Usually I pick documentaries outside of my area of expertise and specific research; it’s more fun that way and I’m less likely to pause the video to tell the birds where I disagree with the video.
Sunday night I deviated from that by watching a documentary about Boudicca. Whereas I was mostly happy with the program, what disturbed me most about it was the portrayal of King Prasutagus who seemed overly OLD in comparison to Boudicca herself and was depicted as dying quietly in his bed.
What’s wrong with that picture? Well for one it is very Roman. As I explore in Boudicca: Britain’s Queen of the Iceni, British and Roman cultures could not be more different. Celts, especially British Celts, were fiercely independent and egalitarian, especially between women and men. Women did not lead Celtic clans and tribes as a measure of last resort (think about it: would Queen Elizabeth II be queen today if her father had produced sons as well, let alone sons OLDER than her?). Women led as true equals.
The most equal relationships we possess are those where social standing, wealth, and age especially are closely matched. A married couple with only two or three years age difference is far more equal from the onset than one where one or the other is much older. This power difference grows when the elder is male and the younger is female — as any younger sister to a much older brother knows!

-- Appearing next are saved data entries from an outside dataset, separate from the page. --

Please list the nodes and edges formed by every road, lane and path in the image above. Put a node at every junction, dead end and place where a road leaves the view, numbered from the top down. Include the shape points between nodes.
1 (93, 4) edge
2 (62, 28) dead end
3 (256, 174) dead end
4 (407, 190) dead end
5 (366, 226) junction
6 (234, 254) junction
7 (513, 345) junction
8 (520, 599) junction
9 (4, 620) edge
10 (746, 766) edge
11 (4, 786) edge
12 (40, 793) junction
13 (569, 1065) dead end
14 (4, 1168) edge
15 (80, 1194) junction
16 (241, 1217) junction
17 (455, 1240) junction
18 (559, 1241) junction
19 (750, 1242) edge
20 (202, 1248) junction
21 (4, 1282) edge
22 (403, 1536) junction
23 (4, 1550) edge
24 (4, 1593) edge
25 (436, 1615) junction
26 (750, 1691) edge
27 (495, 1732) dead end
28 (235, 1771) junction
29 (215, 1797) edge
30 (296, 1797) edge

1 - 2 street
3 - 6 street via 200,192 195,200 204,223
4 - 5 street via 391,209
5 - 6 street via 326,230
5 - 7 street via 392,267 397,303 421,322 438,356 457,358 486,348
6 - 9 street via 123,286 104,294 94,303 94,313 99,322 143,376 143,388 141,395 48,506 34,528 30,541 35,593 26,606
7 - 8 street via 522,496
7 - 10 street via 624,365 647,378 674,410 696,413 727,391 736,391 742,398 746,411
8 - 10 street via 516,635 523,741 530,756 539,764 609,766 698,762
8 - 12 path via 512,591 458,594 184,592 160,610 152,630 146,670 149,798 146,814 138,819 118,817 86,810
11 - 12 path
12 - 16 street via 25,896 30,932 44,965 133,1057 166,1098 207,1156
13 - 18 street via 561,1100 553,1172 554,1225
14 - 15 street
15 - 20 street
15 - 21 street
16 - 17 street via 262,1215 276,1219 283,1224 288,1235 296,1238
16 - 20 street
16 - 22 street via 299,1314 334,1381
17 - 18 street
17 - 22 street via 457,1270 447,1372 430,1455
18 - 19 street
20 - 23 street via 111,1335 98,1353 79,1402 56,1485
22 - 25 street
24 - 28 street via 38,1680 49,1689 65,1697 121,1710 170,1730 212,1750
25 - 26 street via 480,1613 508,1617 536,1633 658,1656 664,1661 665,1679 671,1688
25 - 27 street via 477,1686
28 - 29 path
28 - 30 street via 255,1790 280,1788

The ancient Celts fiercely believed in both individualism and equality. While it’s been argued to me that perhaps Boudicca was his second or third marriage, I find that very unlikely given that his only children were Boudicca’s daughters. Assuming (and we simply do not know either way) that older siblings were given precedence over younger siblings in inheritance, the sheer fact that Prasutagus named his two daughters by Boudicca his joint heiresses with Nero tells me that Boudicca was his only wife and his daughters (probably twins) by her were his only children. In light of the Iceni and British values, I find it much more likely that Boudicca and Prasutagus were both in their late teens or early twenties at the time of their marriage, putting them in their early thirties in 60 or 61 CE when Prasutagus died.
So if Prasutagus was no more than 35 at the time of his death, how did he die?
Unlike the constantly promoted idea of a quiet death in his bed, I find a violent death much more likely, especially at the hands of Rome, the situation you see presented in Boudicca: Britain’s Queen of the Iceni and even more poignantly in Boudicca: A Play in Three Acts. Once Prasutagus notified the bloodthirsty and ambitious Governor Gaius Suetonius Paullinus of the contents in his last will and testament (giving half his kingdom to Nero), Prasutagus essentially forfeited his value in the eyes of Rome. He became much more valuable dead than alive, a bounty a man like Suetonius Paullinus would find irresistible.
Therefore I contest what I see others writing about Boudicca and Prasutagus. Instead of the good Roman patrician taking a wife young enough to be his own daughter, I see Prasutagus as the Briton he was: an equal partner with his wife, religiously devout to British goddesses and gods like The Morrigan and Camulos, humble before druid judges, teachers, and law givers, and very much a champion to his people. Prasutagus was, fundamentally, British caught between what he felt he could do in the face of Roman military strength and what he believed in.
His was a struggle we can all related to — and a battle still waiting to be won.